Ainda não conheci um falante de patuá (mas gostaria mesmo!), por isso, não sei que sentido faz esta língua para ele e para a comunidade macaense. Talvez seja um momento feliz com a família, talvez um prato macaense saboroso que só se pode comer em casa, ou talvez a experiência única de crescer ao mesmo tempo com tradições portuguesas e chinesas. A extinção desta língua pode significar o esquecimento, pela sociedade, de uma cultura única e uma história única de Macau.

Acredito que a situação de patuá não é um caso único. Muitas línguas minoritárias, até algumas não minoritárias mas não selecionadas como norma-padrão (por exemplo, cantonês na China) estão a sofre uma descida significativa de falantes ou até aproximar-se à extinção perante a valorização e promoção reforçada de normas porque ligamos muitas vezes uma língua ao poder e oportunidades, mas não à sua cultura, história e unicidade.
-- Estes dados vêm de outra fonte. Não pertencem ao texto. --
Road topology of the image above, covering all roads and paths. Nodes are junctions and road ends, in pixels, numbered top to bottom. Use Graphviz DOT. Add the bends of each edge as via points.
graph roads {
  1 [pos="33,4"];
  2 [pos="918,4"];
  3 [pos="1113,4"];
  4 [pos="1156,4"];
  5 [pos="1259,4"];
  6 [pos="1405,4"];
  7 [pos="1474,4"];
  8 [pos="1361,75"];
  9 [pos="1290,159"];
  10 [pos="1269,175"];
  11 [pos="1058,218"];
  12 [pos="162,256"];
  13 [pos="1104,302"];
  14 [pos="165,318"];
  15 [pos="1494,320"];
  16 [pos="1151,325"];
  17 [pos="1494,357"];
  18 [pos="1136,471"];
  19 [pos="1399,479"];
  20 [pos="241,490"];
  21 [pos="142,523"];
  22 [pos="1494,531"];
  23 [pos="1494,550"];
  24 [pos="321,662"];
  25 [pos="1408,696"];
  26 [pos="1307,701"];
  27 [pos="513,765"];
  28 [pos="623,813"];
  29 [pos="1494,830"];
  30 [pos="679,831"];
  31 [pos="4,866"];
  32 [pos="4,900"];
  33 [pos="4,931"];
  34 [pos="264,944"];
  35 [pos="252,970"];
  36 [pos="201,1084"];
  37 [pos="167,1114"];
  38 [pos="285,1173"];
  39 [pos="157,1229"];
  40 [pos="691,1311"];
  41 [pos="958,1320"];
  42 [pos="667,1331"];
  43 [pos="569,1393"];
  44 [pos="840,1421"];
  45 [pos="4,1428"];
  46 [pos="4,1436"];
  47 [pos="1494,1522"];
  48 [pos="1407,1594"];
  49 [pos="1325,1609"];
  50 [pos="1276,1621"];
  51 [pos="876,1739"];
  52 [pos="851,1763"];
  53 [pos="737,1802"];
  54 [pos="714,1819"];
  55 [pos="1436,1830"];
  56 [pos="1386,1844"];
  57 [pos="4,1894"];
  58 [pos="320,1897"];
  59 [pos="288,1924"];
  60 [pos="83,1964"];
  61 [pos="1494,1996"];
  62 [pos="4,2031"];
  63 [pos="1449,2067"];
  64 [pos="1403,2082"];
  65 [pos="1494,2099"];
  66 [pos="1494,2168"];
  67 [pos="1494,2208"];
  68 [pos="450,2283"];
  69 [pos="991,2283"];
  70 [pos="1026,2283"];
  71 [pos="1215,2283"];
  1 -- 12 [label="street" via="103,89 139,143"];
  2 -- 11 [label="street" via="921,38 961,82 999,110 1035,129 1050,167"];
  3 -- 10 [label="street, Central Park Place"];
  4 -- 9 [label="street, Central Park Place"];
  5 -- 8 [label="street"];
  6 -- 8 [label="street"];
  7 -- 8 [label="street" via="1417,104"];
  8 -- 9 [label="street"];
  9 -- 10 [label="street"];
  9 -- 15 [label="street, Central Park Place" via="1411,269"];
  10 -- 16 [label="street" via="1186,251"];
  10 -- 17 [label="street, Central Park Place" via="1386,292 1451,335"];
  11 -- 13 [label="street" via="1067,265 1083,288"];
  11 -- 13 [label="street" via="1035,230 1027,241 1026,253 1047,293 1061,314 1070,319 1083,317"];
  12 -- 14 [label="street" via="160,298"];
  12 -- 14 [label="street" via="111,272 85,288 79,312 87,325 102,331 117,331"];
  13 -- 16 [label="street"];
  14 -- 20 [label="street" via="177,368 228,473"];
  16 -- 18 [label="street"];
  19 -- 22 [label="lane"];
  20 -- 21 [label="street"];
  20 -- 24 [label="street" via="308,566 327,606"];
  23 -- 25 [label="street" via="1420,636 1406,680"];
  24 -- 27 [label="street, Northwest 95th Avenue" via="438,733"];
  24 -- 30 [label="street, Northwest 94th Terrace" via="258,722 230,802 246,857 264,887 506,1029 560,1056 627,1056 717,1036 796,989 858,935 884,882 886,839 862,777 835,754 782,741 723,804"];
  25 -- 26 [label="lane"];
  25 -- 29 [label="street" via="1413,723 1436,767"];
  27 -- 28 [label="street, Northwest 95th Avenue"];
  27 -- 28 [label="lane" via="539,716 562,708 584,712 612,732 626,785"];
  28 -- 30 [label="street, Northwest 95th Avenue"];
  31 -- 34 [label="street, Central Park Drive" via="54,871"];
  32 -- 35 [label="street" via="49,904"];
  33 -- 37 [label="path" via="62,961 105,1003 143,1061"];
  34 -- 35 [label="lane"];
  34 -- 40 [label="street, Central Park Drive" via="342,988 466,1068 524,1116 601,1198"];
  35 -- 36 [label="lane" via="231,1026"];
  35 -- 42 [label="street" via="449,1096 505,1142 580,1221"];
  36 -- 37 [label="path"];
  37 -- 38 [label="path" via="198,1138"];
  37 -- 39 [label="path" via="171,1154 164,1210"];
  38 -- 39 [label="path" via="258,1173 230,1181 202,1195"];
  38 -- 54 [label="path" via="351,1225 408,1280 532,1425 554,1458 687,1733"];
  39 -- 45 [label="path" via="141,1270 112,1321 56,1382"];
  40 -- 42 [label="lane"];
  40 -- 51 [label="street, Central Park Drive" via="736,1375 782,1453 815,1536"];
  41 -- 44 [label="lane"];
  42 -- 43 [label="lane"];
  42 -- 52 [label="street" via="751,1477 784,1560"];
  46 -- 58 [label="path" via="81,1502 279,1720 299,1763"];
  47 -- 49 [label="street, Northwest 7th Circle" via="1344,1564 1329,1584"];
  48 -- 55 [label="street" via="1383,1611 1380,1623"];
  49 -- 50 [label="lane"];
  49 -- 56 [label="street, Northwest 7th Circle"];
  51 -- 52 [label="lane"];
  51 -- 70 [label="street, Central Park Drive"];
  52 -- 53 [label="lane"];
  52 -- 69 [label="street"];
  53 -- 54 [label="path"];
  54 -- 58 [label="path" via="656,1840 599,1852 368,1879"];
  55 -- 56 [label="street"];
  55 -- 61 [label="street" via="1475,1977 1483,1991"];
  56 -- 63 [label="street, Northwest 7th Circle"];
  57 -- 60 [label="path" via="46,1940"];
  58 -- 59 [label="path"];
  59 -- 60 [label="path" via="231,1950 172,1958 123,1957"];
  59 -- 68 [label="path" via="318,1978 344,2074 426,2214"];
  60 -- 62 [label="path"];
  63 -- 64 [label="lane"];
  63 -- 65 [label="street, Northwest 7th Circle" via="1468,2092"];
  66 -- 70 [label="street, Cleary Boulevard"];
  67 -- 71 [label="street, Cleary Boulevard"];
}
Gostaria que inspirasse os pais, os avós, as gerações mais velhas de qualquer variedade linguística a comunicar com as novas gerações em línguas indígenas, a ensinar o que verdadeiramente valoriza uma língua para que contribuamos em juntos à preservação de diversidade do mundo, de beleza do mundo.

[1] Um crioulo extinto de base portuguesa usado pela comunidade macaense em Macau. De acordo com o Atlas of endangered languages de 2011 publicado pelo UNESCO, tem apenas 50 falantes de patuá.